[[ Data for this task, beginning ]]

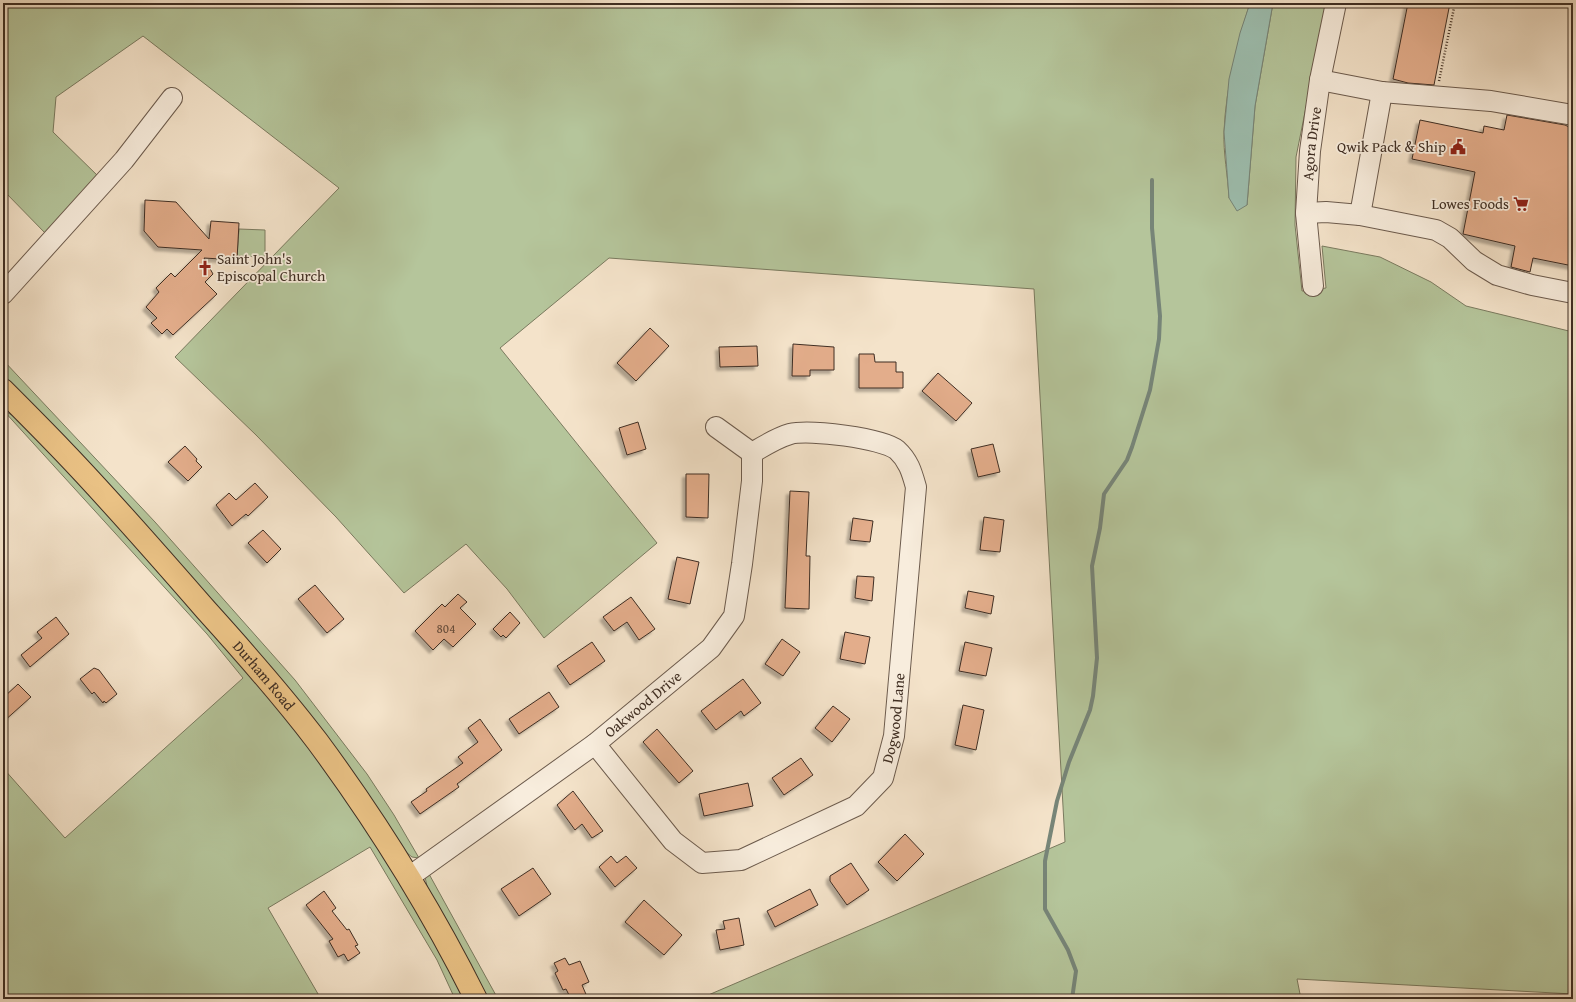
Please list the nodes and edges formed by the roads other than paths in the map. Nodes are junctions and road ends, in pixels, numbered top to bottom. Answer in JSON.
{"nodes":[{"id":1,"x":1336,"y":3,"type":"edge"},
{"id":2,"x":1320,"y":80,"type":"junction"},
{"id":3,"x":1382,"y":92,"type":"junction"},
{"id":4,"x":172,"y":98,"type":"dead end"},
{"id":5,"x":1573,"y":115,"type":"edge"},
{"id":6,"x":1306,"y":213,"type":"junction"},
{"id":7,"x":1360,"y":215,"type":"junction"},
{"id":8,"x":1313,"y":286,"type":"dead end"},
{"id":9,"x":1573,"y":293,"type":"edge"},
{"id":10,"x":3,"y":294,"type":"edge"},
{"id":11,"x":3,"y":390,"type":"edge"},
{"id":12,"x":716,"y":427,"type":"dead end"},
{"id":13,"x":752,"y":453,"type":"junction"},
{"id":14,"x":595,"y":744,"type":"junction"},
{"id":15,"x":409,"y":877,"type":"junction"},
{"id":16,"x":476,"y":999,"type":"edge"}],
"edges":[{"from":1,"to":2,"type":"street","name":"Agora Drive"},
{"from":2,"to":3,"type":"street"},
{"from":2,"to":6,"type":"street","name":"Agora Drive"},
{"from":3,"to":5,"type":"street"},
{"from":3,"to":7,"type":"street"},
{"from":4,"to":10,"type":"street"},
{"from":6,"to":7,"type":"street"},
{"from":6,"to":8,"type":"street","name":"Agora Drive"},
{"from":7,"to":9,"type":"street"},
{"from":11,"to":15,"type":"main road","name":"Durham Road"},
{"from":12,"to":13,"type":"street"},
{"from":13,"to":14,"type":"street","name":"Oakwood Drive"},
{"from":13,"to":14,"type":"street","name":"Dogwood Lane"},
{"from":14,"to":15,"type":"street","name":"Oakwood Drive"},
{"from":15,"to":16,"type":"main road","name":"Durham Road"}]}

[[ Data for this task, end ]]

• **What the exercise asks**
Each record above should be returned unchanged, except that the pictures are dropped.

• **Solution below**
Please list the nodes and edges formed by the roads other than paths in the map. Nodes are junctions and road ends, in pixels, numbered top to bottom. Answer in JSON.
{"nodes":[{"id":1,"x":1336,"y":3,"type":"edge"},
{"id":2,"x":1320,"y":80,"type":"junction"},
{"id":3,"x":1382,"y":92,"type":"junction"},
{"id":4,"x":172,"y":98,"type":"dead end"},
{"id":5,"x":1573,"y":115,"type":"edge"},
{"id":6,"x":1306,"y":213,"type":"junction"},
{"id":7,"x":1360,"y":215,"type":"junction"},
{"id":8,"x":1313,"y":286,"type":"dead end"},
{"id":9,"x":1573,"y":293,"type":"edge"},
{"id":10,"x":3,"y":294,"type":"edge"},
{"id":11,"x":3,"y":390,"type":"edge"},
{"id":12,"x":716,"y":427,"type":"dead end"},
{"id":13,"x":752,"y":453,"type":"junction"},
{"id":14,"x":595,"y":744,"type":"junction"},
{"id":15,"x":409,"y":877,"type":"junction"},
{"id":16,"x":476,"y":999,"type":"edge"}],
"edges":[{"from":1,"to":2,"type":"street","name":"Agora Drive"},
{"from":2,"to":3,"type":"street"},
{"from":2,"to":6,"type":"street","name":"Agora Drive"},
{"from":3,"to":5,"type":"street"},
{"from":3,"to":7,"type":"street"},
{"from":4,"to":10,"type":"street"},
{"from":6,"to":7,"type":"street"},
{"from":6,"to":8,"type":"street","name":"Agora Drive"},
{"from":7,"to":9,"type":"street"},
{"from":11,"to":15,"type":"main road","name":"Durham Road"},
{"from":12,"to":13,"type":"street"},
{"from":13,"to":14,"type":"street","name":"Oakwood Drive"},
{"from":13,"to":14,"type":"street","name":"Dogwood Lane"},
{"from":14,"to":15,"type":"street","name":"Oakwood Drive"},
{"from":15,"to":16,"type":"main road","name":"Durham Road"}]}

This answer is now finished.